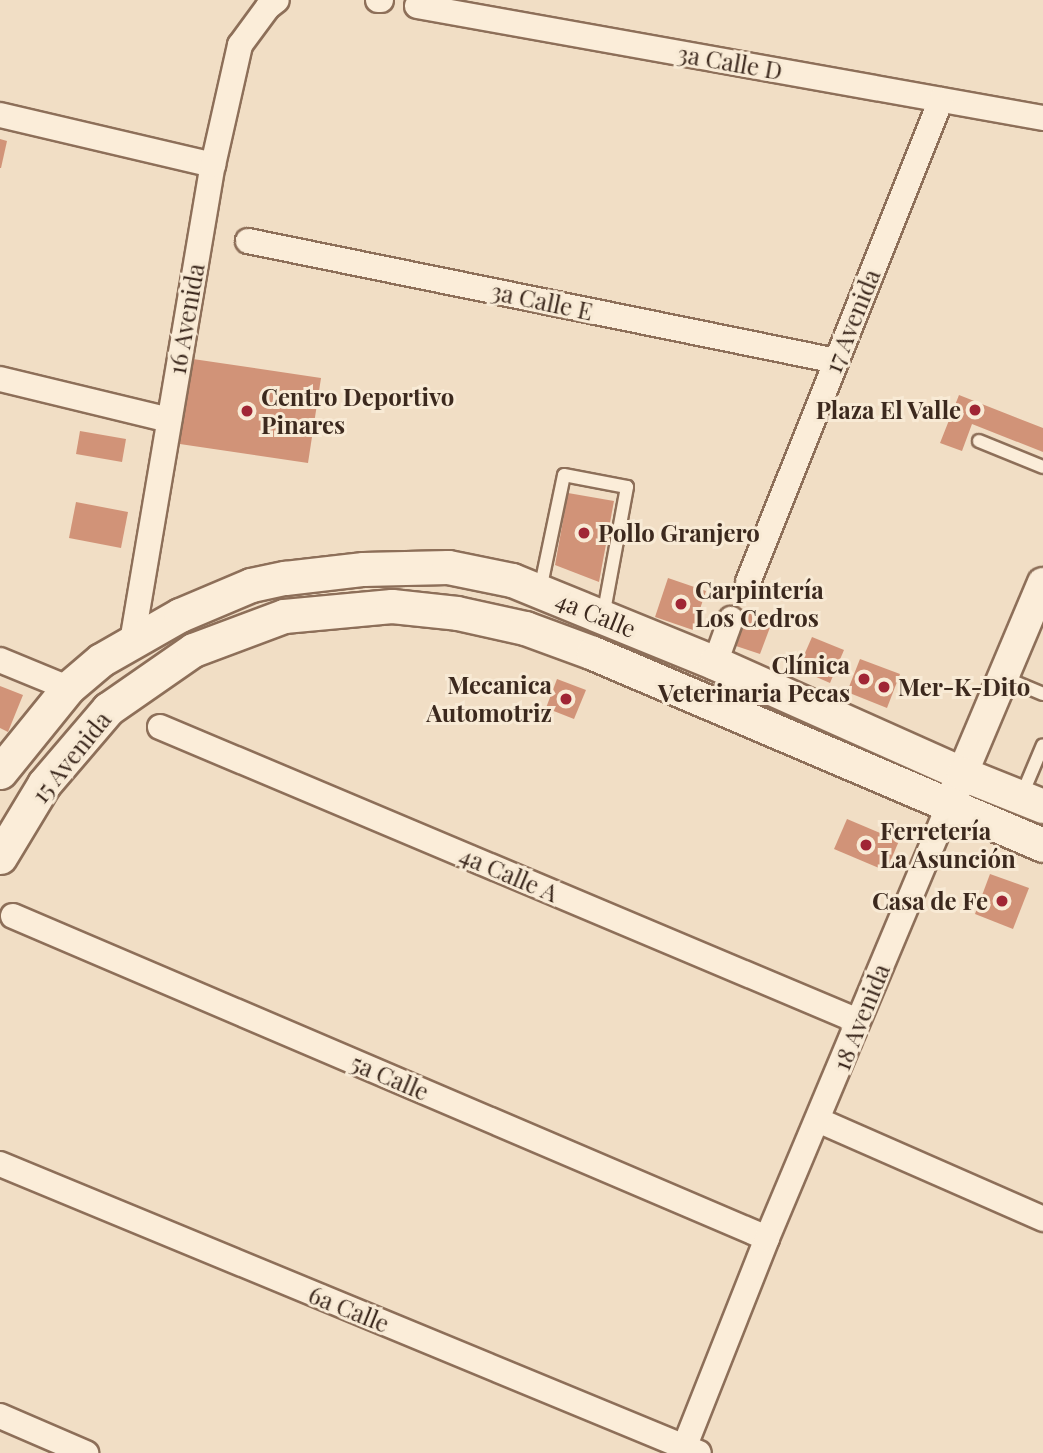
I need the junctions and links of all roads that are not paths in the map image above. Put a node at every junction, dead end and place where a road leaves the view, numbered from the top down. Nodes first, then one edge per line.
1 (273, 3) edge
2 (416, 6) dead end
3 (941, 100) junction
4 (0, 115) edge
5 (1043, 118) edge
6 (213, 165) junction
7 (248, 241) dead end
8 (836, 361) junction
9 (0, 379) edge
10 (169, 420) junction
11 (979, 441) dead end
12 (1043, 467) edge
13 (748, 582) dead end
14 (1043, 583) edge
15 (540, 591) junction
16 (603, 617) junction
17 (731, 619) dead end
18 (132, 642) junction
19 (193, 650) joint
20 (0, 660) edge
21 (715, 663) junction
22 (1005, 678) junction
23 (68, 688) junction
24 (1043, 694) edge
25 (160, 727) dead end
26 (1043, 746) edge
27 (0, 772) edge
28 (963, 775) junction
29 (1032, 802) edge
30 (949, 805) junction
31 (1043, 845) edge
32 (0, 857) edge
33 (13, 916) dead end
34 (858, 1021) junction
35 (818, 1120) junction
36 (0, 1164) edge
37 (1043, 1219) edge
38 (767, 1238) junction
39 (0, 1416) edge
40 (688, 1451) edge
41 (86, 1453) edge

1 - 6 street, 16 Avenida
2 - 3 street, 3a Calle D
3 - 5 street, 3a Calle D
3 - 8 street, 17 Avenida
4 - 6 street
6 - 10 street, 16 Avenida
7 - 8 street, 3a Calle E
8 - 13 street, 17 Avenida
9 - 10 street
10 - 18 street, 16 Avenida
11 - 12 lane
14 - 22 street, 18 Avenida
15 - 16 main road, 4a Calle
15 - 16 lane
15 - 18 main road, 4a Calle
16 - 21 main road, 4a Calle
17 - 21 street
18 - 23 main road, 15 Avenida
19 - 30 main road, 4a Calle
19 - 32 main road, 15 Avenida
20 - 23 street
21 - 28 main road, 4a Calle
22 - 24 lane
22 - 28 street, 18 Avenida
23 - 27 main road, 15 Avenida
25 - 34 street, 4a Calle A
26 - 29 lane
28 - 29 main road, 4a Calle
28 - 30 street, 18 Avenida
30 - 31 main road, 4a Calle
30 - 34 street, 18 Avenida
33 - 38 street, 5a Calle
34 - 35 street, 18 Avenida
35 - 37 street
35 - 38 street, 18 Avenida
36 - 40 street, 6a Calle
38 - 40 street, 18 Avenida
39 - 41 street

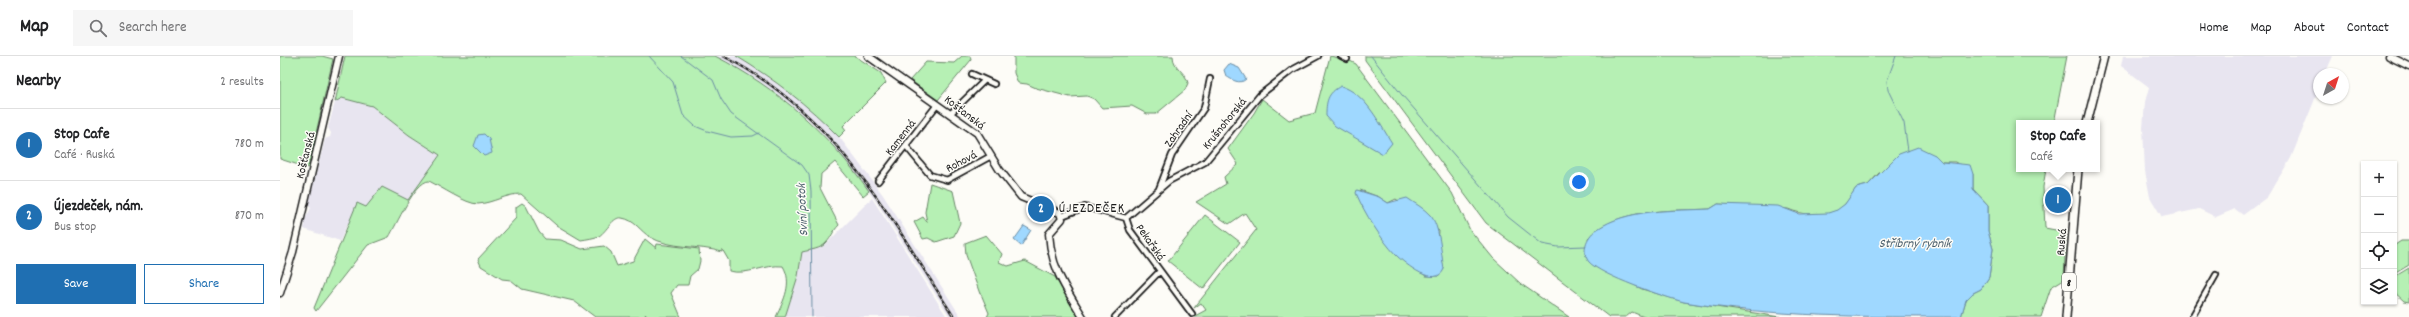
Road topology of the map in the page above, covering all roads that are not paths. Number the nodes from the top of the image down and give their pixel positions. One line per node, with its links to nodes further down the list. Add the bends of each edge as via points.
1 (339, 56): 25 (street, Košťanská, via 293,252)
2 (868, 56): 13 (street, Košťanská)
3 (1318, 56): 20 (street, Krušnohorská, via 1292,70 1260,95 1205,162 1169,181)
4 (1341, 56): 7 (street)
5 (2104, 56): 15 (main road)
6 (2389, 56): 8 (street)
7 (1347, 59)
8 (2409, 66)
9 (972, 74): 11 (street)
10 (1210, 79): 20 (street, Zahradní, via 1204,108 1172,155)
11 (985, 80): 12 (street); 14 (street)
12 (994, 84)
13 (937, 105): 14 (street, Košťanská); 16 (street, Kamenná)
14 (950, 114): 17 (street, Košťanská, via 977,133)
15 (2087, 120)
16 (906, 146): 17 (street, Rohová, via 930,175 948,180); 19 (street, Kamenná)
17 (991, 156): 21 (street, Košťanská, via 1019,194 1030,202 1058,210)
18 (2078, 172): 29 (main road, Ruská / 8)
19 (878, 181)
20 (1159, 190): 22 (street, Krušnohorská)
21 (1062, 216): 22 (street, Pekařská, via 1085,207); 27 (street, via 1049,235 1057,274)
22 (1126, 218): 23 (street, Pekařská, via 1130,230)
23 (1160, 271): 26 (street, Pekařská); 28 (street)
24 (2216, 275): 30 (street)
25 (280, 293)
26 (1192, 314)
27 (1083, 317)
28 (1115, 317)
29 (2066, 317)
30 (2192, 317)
====
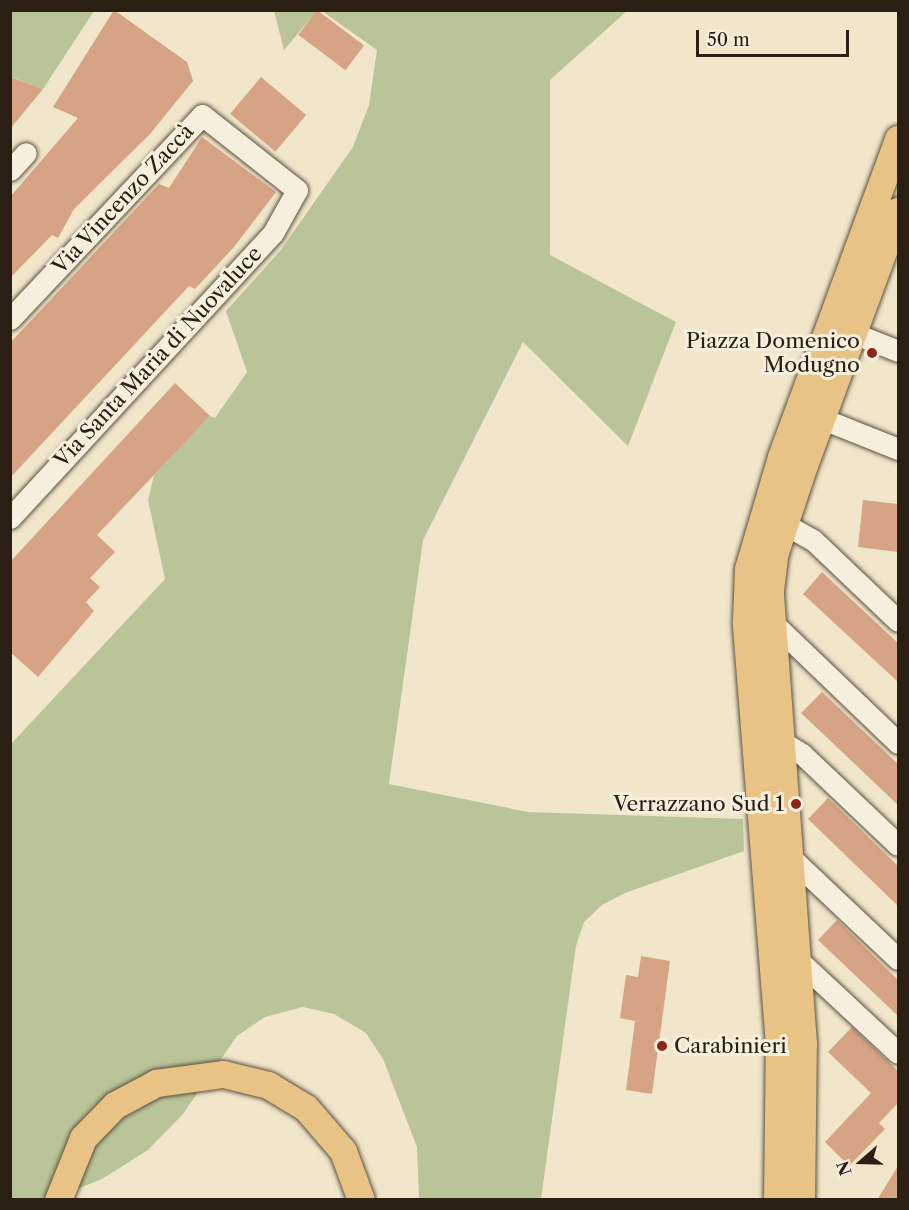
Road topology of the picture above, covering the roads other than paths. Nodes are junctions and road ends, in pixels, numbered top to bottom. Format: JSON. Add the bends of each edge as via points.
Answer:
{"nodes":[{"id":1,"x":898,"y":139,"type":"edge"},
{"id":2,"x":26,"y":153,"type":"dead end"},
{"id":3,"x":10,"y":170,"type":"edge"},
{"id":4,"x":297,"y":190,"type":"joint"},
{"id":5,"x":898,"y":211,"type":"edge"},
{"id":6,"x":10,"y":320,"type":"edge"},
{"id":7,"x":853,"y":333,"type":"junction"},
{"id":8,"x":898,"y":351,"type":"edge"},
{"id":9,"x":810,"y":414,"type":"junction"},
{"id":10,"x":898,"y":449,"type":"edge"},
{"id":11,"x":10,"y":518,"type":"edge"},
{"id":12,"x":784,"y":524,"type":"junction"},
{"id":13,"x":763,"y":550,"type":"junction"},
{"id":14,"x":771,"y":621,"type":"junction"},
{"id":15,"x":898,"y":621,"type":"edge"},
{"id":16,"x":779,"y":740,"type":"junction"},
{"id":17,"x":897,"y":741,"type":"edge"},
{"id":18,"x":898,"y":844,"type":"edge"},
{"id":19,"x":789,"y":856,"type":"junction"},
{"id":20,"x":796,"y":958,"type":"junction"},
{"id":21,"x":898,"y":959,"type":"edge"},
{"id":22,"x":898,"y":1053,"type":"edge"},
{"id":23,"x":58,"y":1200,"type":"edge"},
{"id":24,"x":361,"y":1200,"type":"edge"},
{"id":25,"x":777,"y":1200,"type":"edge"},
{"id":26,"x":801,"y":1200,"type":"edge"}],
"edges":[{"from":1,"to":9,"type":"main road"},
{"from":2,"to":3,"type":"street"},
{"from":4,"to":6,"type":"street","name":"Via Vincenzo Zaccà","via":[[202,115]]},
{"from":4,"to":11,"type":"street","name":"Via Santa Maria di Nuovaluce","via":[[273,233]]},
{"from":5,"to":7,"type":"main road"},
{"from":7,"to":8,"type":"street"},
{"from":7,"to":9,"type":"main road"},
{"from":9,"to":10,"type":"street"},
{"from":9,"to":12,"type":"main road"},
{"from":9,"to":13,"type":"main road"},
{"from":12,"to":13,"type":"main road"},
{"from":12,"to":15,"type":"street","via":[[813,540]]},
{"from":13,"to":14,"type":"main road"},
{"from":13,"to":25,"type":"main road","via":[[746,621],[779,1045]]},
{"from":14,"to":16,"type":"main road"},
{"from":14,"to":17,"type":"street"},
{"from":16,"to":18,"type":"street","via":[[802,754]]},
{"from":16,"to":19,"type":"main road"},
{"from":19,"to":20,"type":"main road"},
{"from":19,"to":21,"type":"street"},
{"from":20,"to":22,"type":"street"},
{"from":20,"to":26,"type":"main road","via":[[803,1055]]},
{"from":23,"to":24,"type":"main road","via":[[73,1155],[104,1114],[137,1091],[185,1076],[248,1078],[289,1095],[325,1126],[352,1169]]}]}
====
Copy out each line of the records where the string "name" appears.

{"from":4,"to":6,"type":"street","name":"Via Vincenzo Zaccà","via":[[202,115]]},
{"from":4,"to":11,"type":"street","name":"Via Santa Maria di Nuovaluce","via":[[273,233]]},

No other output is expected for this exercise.